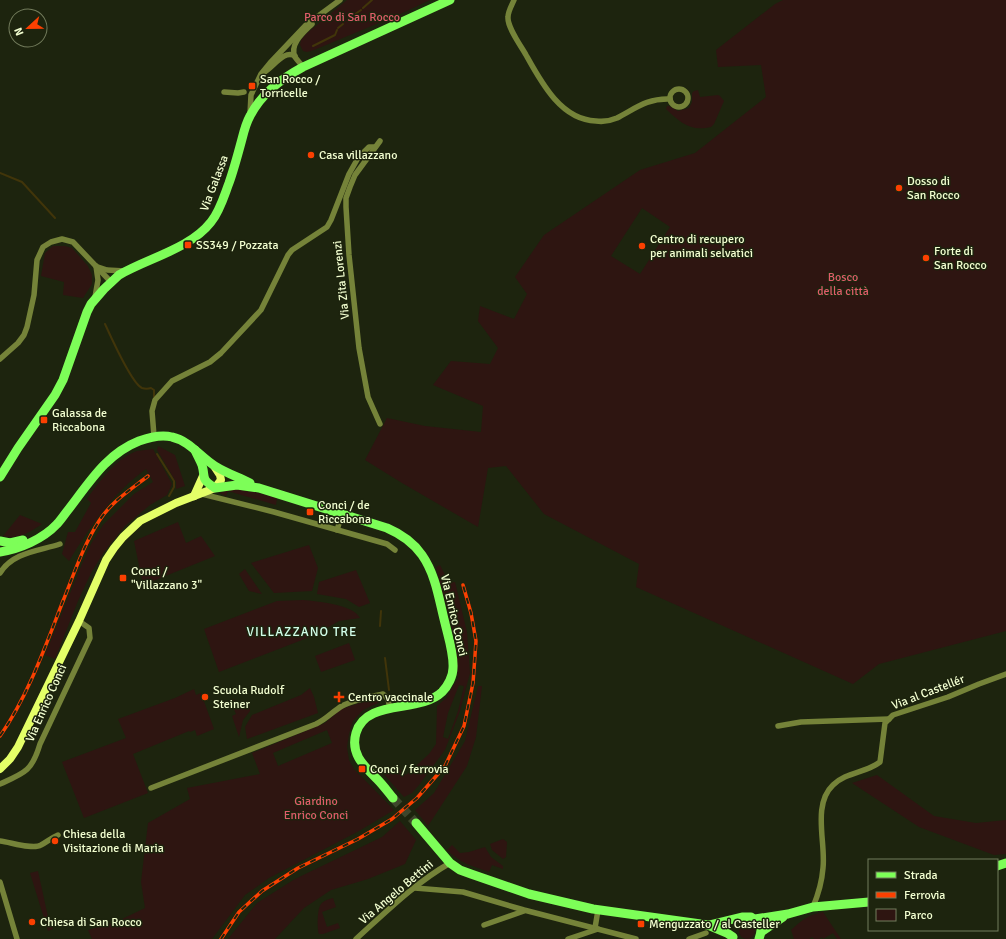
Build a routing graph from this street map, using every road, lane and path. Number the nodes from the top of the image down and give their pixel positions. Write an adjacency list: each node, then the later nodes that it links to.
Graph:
1 (340, 0): 4 (street)
2 (450, 0): 6 (main road, Via Galassa)
3 (514, 0): 10 (street)
4 (322, 13): 5 (street); 7 (street)
5 (295, 56): 6 (street); 7 (street)
6 (303, 67): 11 (main road, Via Galassa)
7 (261, 74): 9 (street)
8 (224, 92): 9 (street)
9 (251, 95): 11 (street)
10 (670, 99)
11 (250, 116): 15 (main road, Via Galassa)
12 (380, 141): 13 (street, Via Zita Lorenzi)
13 (375, 147): 19 (street, Via Zita Lorenzi); 20 (street)
14 (96, 266): 15 (street); 16 (street); 17 (street); 18 (street)
15 (127, 270): 16 (main road, Via Galassa)
16 (110, 282): 17 (main road, Via Galassa)
17 (95, 298): 24 (main road, Via Galassa)
18 (0, 359)
19 (380, 424)
20 (154, 436): 21 (main road); 28 (main road)
21 (195, 450): 22 (main road); 23 (main road)
22 (214, 466): 25 (street); 26 (main road)
23 (203, 476): 25 (main road); 27 (street)
24 (0, 477)
25 (215, 488): 26 (main road, Via Enrico Conci); 27 (street, Via Enrico Conci)
26 (259, 488): 29 (main road, Via Enrico Conci)
27 (197, 494): 30 (street); 36 (street, Via Enrico Conci)
28 (67, 510): 31 (main road); 34 (main road)
29 (342, 514): 30 (street); 38 (main road, Via Enrico Conci)
30 (337, 530): 33 (street)
31 (0, 541)
32 (60, 544): 35 (street)
33 (395, 550)
34 (3, 552)
35 (0, 573)
36 (79, 621): 41 (street, Via Enrico Conci); 42 (street, Via Enrico Conci)
37 (1006, 674): 39 (street, Via al Castellér)
38 (390, 709): 43 (street); 44 (main road, Via Enrico Conci)
39 (889, 719): 40 (street); 52 (street, Via al Castellér)
40 (778, 726)
41 (0, 769)
42 (0, 784)
43 (151, 788)
44 (393, 798)
45 (416, 823): 48 (main road)
46 (58, 835): 47 (street)
47 (0, 841)
48 (450, 863): 50 (street, Via Angelo Bettini); 54 (main road)
49 (0, 882): 63 (street)
50 (415, 888): 53 (street); 64 (street, Via Angelo Bettini)
51 (868, 902): 52 (main road)
52 (813, 907): 55 (main road)
53 (524, 910): 58 (street); 59 (street)
54 (598, 910): 59 (street); 60 (main road)
55 (788, 914): 57 (main road); 61 (main road)
56 (738, 919): 57 (main road); 60 (main road); 62 (main road)
57 (755, 919): 61 (main road)
58 (484, 925)
59 (597, 928): 65 (street); 66 (street)
60 (707, 929): 62 (main road); 67 (street)
61 (760, 935)
62 (734, 938)
63 (18, 939)
64 (356, 939)
65 (568, 939)
66 (636, 939)
67 (689, 939)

### To do:
None of the pictures belong in the copy; repeat all other material exactly.

### Answer to the problem:
Build a routing graph from this street map, using every road, lane and path. Number the nodes from the top of the image down and give their pixel positions. Write an adjacency list: each node, then the later nodes that it links to.
Graph:
1 (340, 0): 4 (street)
2 (450, 0): 6 (main road, Via Galassa)
3 (514, 0): 10 (street)
4 (322, 13): 5 (street); 7 (street)
5 (295, 56): 6 (street); 7 (street)
6 (303, 67): 11 (main road, Via Galassa)
7 (261, 74): 9 (street)
8 (224, 92): 9 (street)
9 (251, 95): 11 (street)
10 (670, 99)
11 (250, 116): 15 (main road, Via Galassa)
12 (380, 141): 13 (street, Via Zita Lorenzi)
13 (375, 147): 19 (street, Via Zita Lorenzi); 20 (street)
14 (96, 266): 15 (street); 16 (street); 17 (street); 18 (street)
15 (127, 270): 16 (main road, Via Galassa)
16 (110, 282): 17 (main road, Via Galassa)
17 (95, 298): 24 (main road, Via Galassa)
18 (0, 359)
19 (380, 424)
20 (154, 436): 21 (main road); 28 (main road)
21 (195, 450): 22 (main road); 23 (main road)
22 (214, 466): 25 (street); 26 (main road)
23 (203, 476): 25 (main road); 27 (street)
24 (0, 477)
25 (215, 488): 26 (main road, Via Enrico Conci); 27 (street, Via Enrico Conci)
26 (259, 488): 29 (main road, Via Enrico Conci)
27 (197, 494): 30 (street); 36 (street, Via Enrico Conci)
28 (67, 510): 31 (main road); 34 (main road)
29 (342, 514): 30 (street); 38 (main road, Via Enrico Conci)
30 (337, 530): 33 (street)
31 (0, 541)
32 (60, 544): 35 (street)
33 (395, 550)
34 (3, 552)
35 (0, 573)
36 (79, 621): 41 (street, Via Enrico Conci); 42 (street, Via Enrico Conci)
37 (1006, 674): 39 (street, Via al Castellér)
38 (390, 709): 43 (street); 44 (main road, Via Enrico Conci)
39 (889, 719): 40 (street); 52 (street, Via al Castellér)
40 (778, 726)
41 (0, 769)
42 (0, 784)
43 (151, 788)
44 (393, 798)
45 (416, 823): 48 (main road)
46 (58, 835): 47 (street)
47 (0, 841)
48 (450, 863): 50 (street, Via Angelo Bettini); 54 (main road)
49 (0, 882): 63 (street)
50 (415, 888): 53 (street); 64 (street, Via Angelo Bettini)
51 (868, 902): 52 (main road)
52 (813, 907): 55 (main road)
53 (524, 910): 58 (street); 59 (street)
54 (598, 910): 59 (street); 60 (main road)
55 (788, 914): 57 (main road); 61 (main road)
56 (738, 919): 57 (main road); 60 (main road); 62 (main road)
57 (755, 919): 61 (main road)
58 (484, 925)
59 (597, 928): 65 (street); 66 (street)
60 (707, 929): 62 (main road); 67 (street)
61 (760, 935)
62 (734, 938)
63 (18, 939)
64 (356, 939)
65 (568, 939)
66 (636, 939)
67 (689, 939)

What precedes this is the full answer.